Task brief:
Repeat the listing below in full and exactly, but without its pictures.

┌─ Exercise data

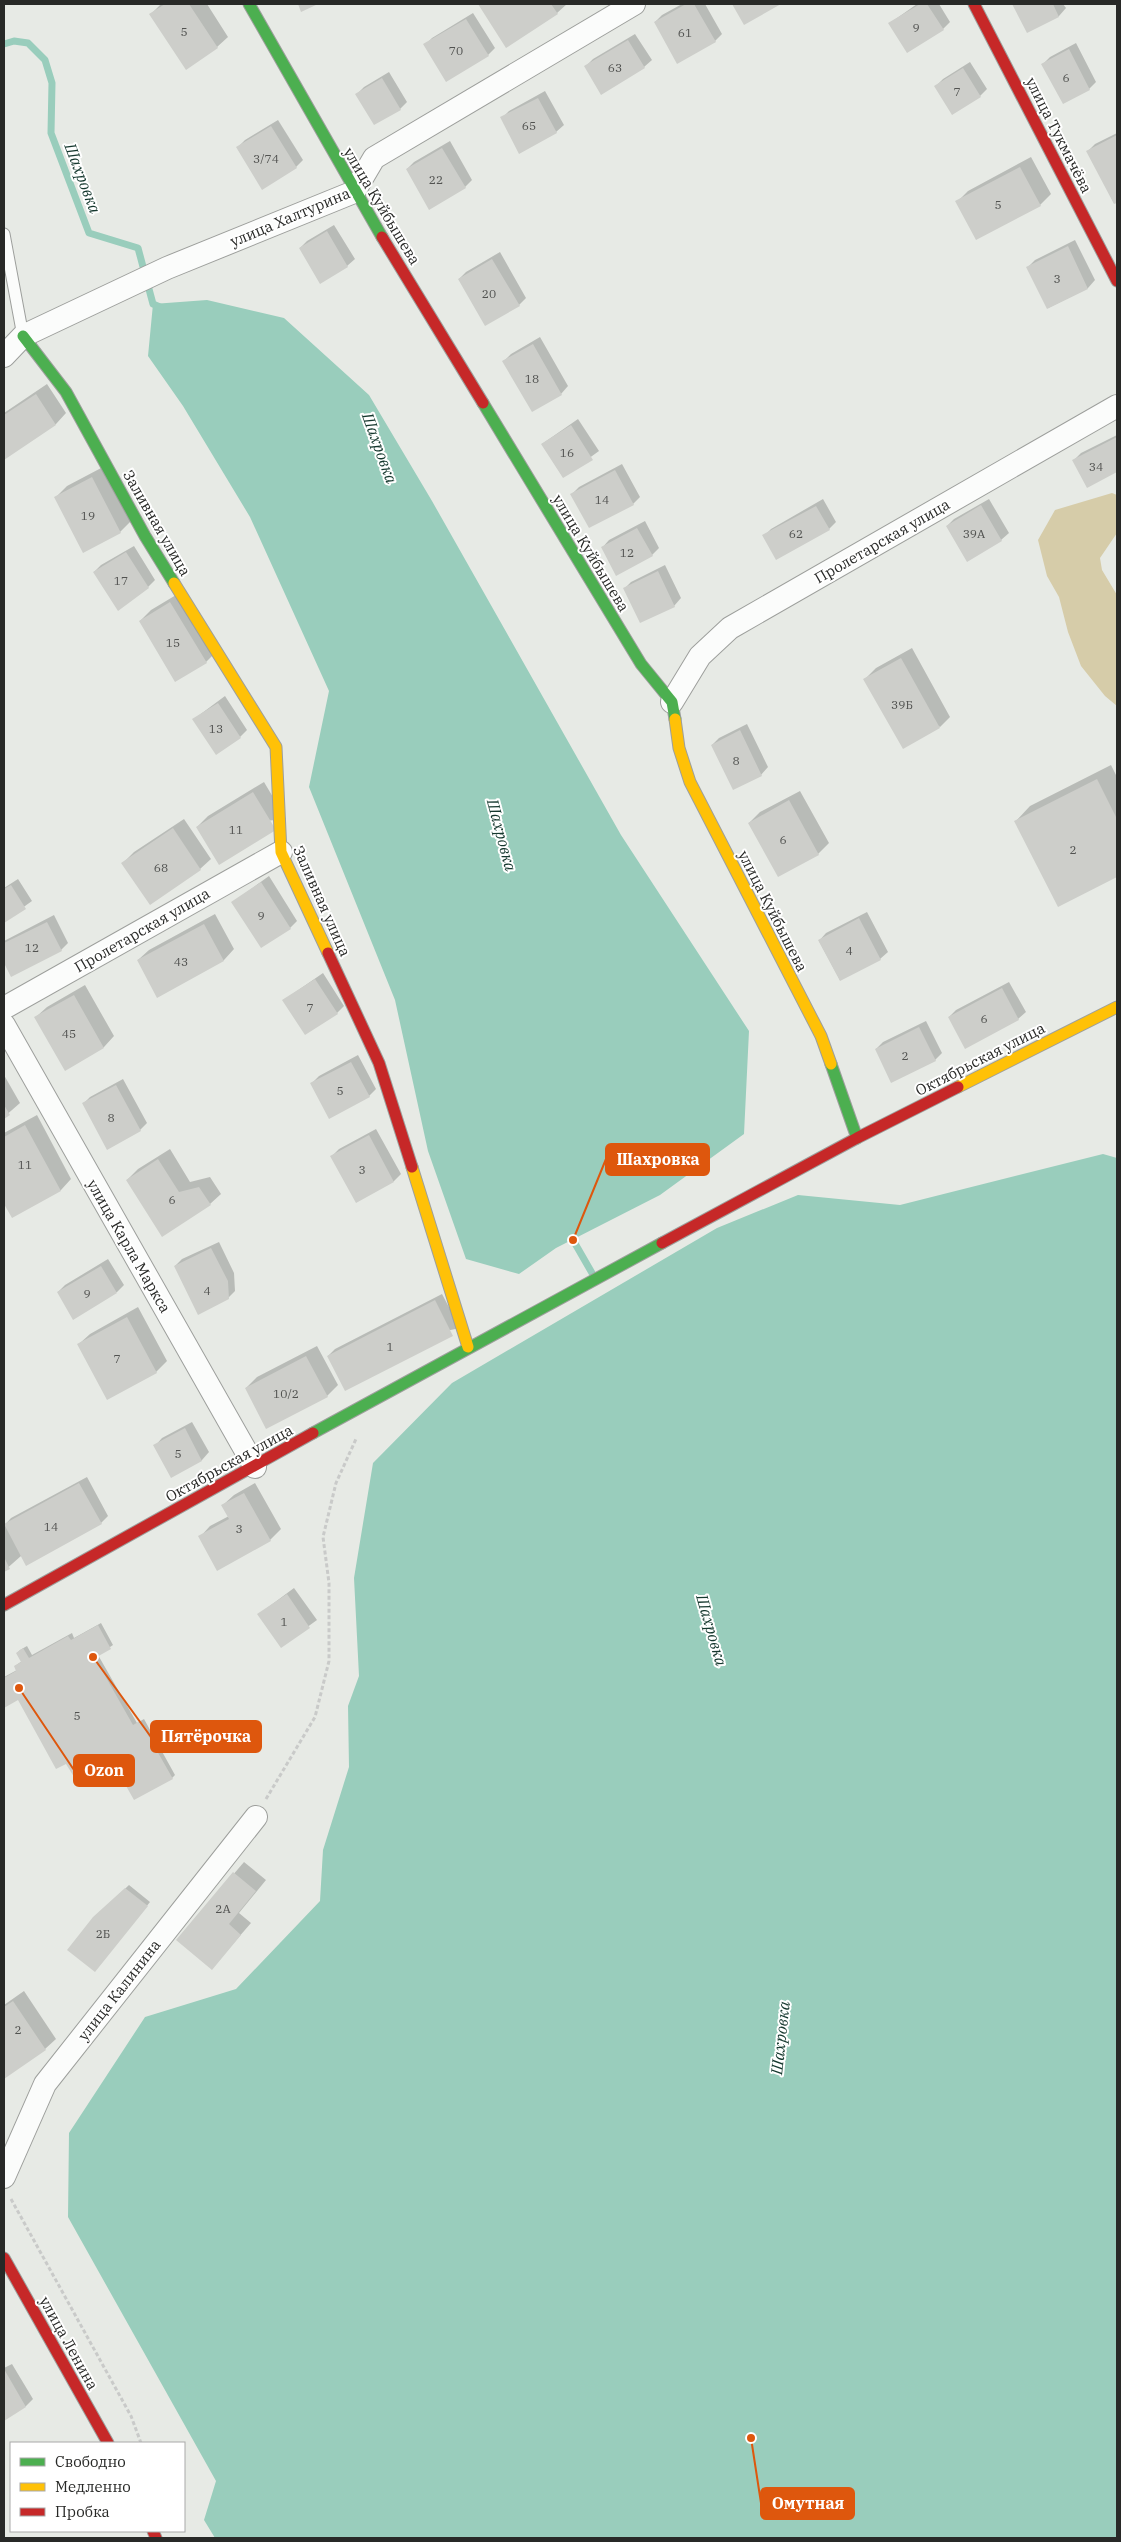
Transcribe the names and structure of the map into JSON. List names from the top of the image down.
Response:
{
  "streets": {
    "street": [
      "улица Тукмачёва",
      "улица Куйбышева",
      "улица Халтурина",
      "Заливная улица",
      "Пролетарская улица",
      "Октябрьская улица",
      "улица Карла Маркса",
      "улица Калинина",
      "улица Ленина"
    ]
  },
  "crossings": [
    ["улица Куйбышева", "улица Халтурина"],
    ["улица Куйбышева", "Пролетарская улица"],
    ["улица Куйбышева", "Октябрьская улица"],
    ["улица Халтурина", "Заливная улица"],
    ["Заливная улица", "Пролетарская улица"],
    ["Заливная улица", "Октябрьская улица"],
    ["Октябрьская улица", "улица Карла Маркса"]
  ],
  "water": ["Шахровка"],
  "places": [
    "Шахровка",
    "Пятёрочка",
    "Ozon",
    "Омутная"
  ],
  "house_numbers": [
    "9",
    "5",
    "61",
    "70",
    "63",
    "6",
    "7",
    "65",
    "3/74",
    "22",
    "5",
    "3",
    "20",
    "18",
    "16",
    "34",
    "14",
    "19",
    "62",
    "39А",
    "12",
    "17",
    "15",
    "39Б",
    "13",
    "8",
    "11",
    "6",
    "2",
    "68",
    "9",
    "12",
    "4",
    "43",
    "7",
    "6",
    "45",
    "2",
    "5",
    "8",
    "11",
    "3",
    "6",
    "4",
    "9",
    "1",
    "7",
    "10/2",
    "5",
    "14",
    "3",
    "1",
    "5",
    "2А",
    "2Б",
    "2"
  ],
  "legend": ["Свободно", "Медленно", "Пробка"]
}
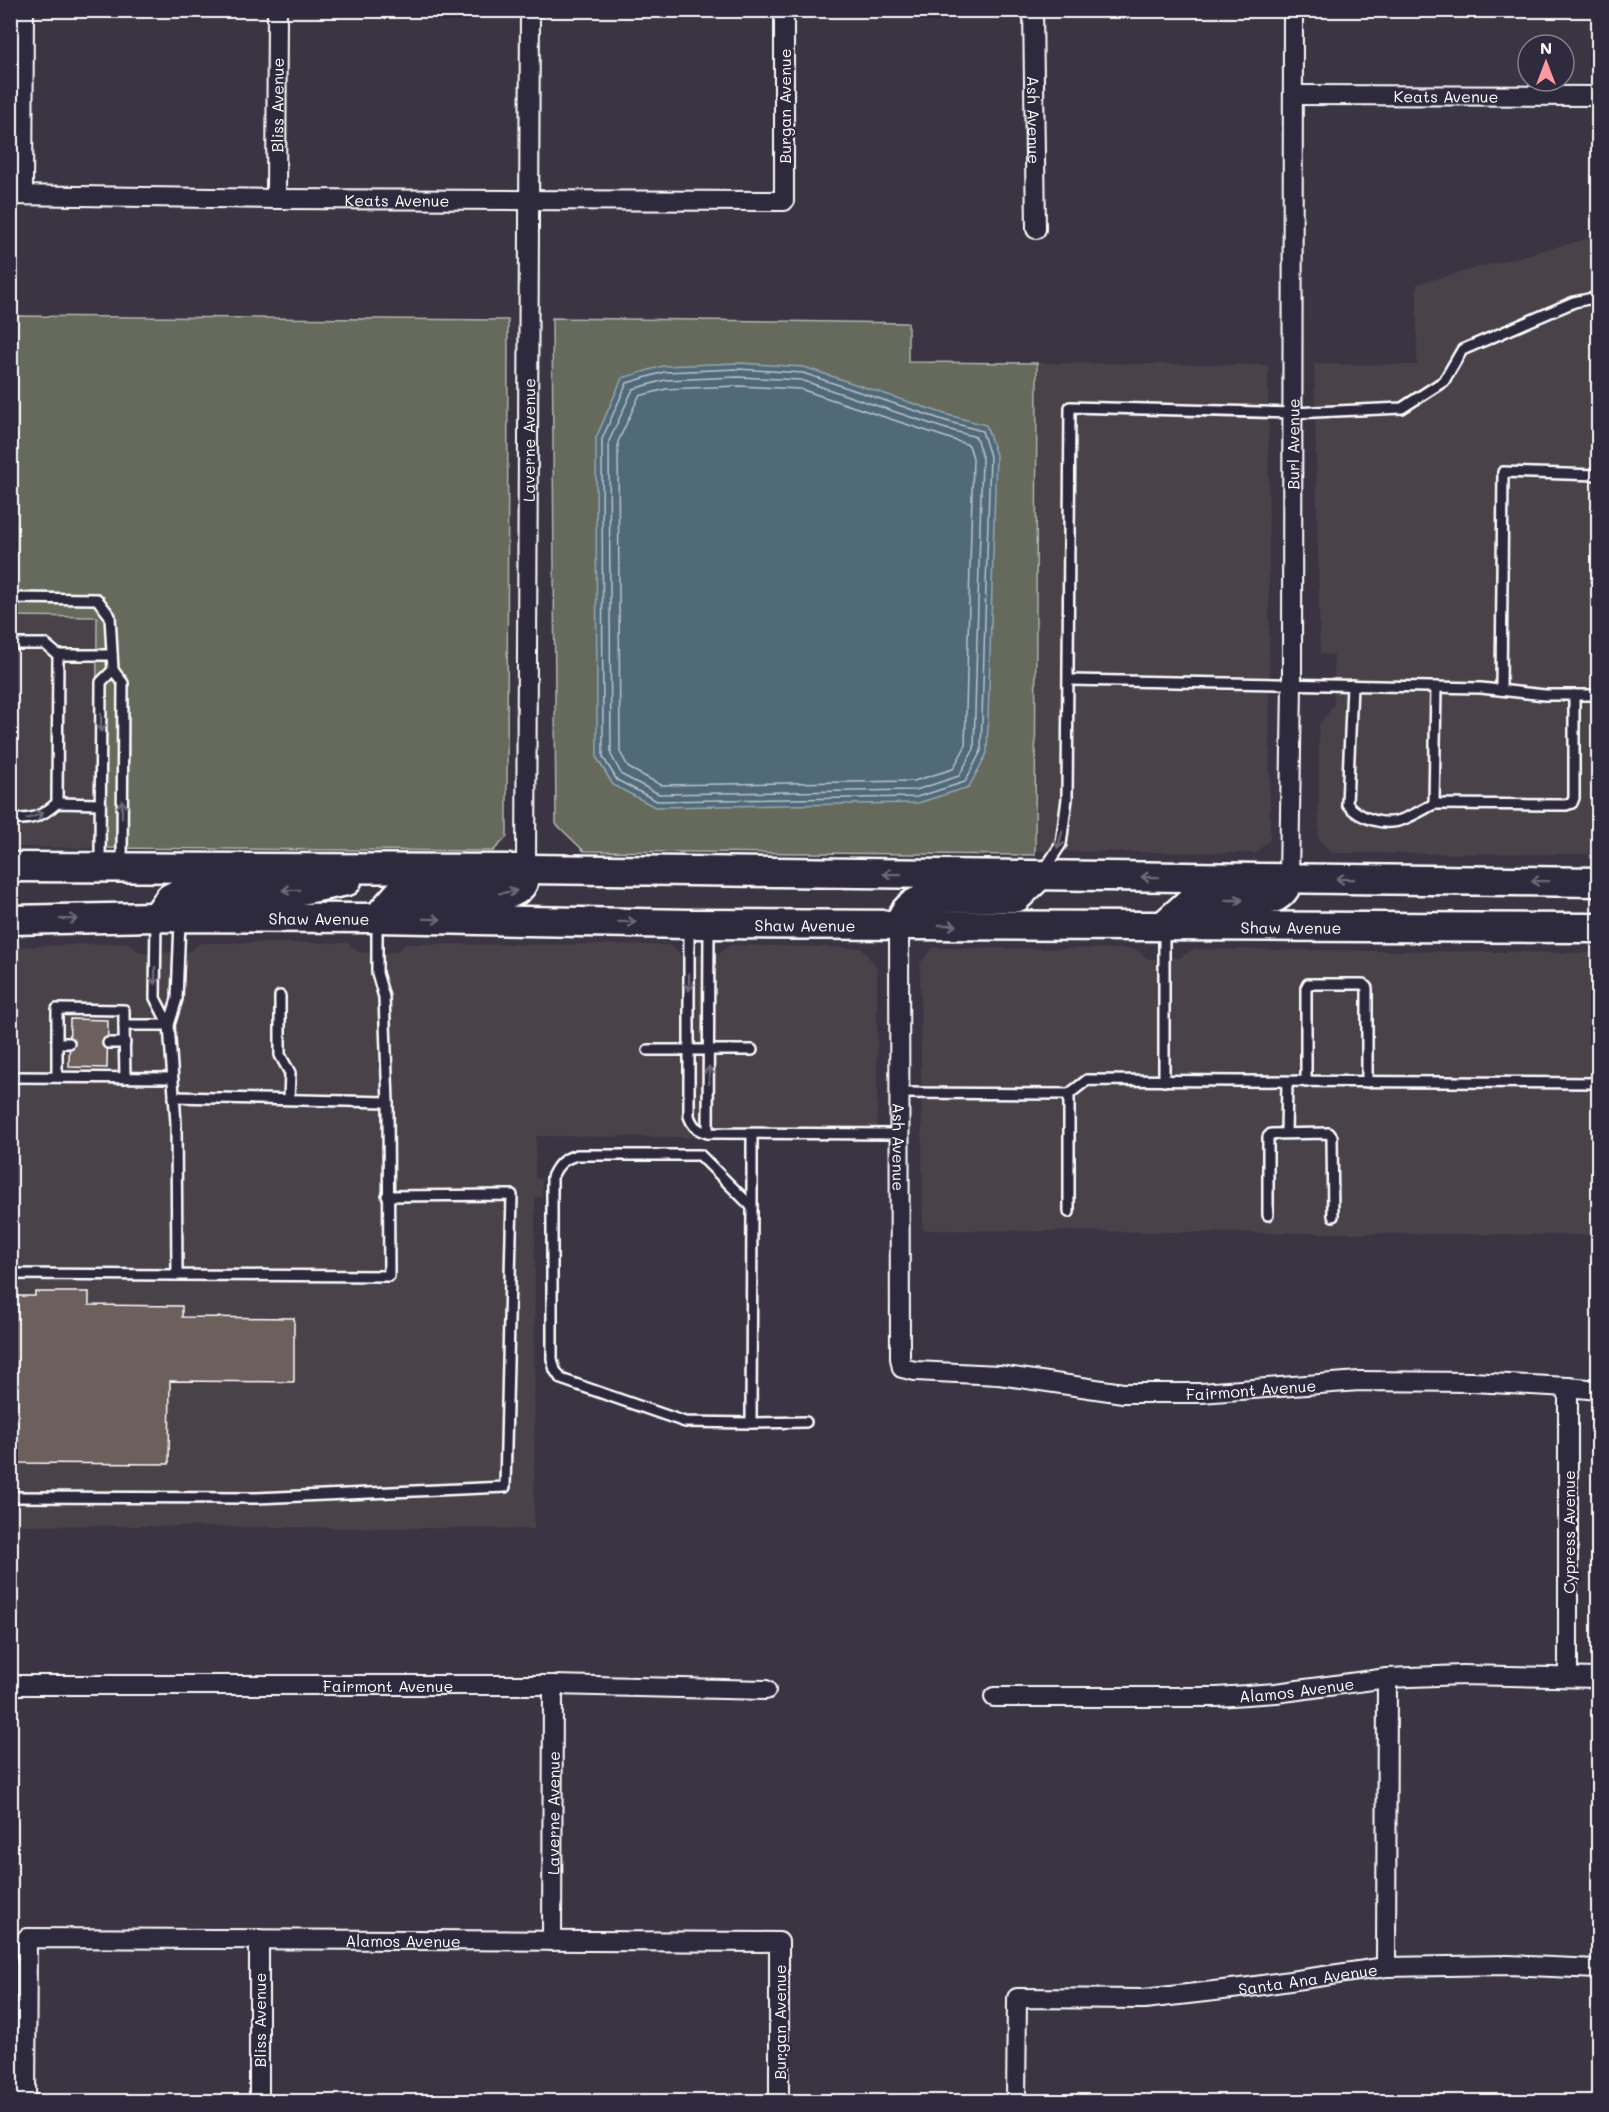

└─

Expected answer:
Transcribe the names and structure of the map into JSON. List names from the top of the image down.
Response:
{
  "streets": {
    "street": [
      "улица Тукмачёва",
      "улица Куйбышева",
      "улица Халтурина",
      "Заливная улица",
      "Пролетарская улица",
      "Октябрьская улица",
      "улица Карла Маркса",
      "улица Калинина",
      "улица Ленина"
    ]
  },
  "crossings": [
    ["улица Куйбышева", "улица Халтурина"],
    ["улица Куйбышева", "Пролетарская улица"],
    ["улица Куйбышева", "Октябрьская улица"],
    ["улица Халтурина", "Заливная улица"],
    ["Заливная улица", "Пролетарская улица"],
    ["Заливная улица", "Октябрьская улица"],
    ["Октябрьская улица", "улица Карла Маркса"]
  ],
  "water": ["Шахровка"],
  "places": [
    "Шахровка",
    "Пятёрочка",
    "Ozon",
    "Омутная"
  ],
  "house_numbers": [
    "9",
    "5",
    "61",
    "70",
    "63",
    "6",
    "7",
    "65",
    "3/74",
    "22",
    "5",
    "3",
    "20",
    "18",
    "16",
    "34",
    "14",
    "19",
    "62",
    "39А",
    "12",
    "17",
    "15",
    "39Б",
    "13",
    "8",
    "11",
    "6",
    "2",
    "68",
    "9",
    "12",
    "4",
    "43",
    "7",
    "6",
    "45",
    "2",
    "5",
    "8",
    "11",
    "3",
    "6",
    "4",
    "9",
    "1",
    "7",
    "10/2",
    "5",
    "14",
    "3",
    "1",
    "5",
    "2А",
    "2Б",
    "2"
  ],
  "legend": ["Свободно", "Медленно", "Пробка"]
}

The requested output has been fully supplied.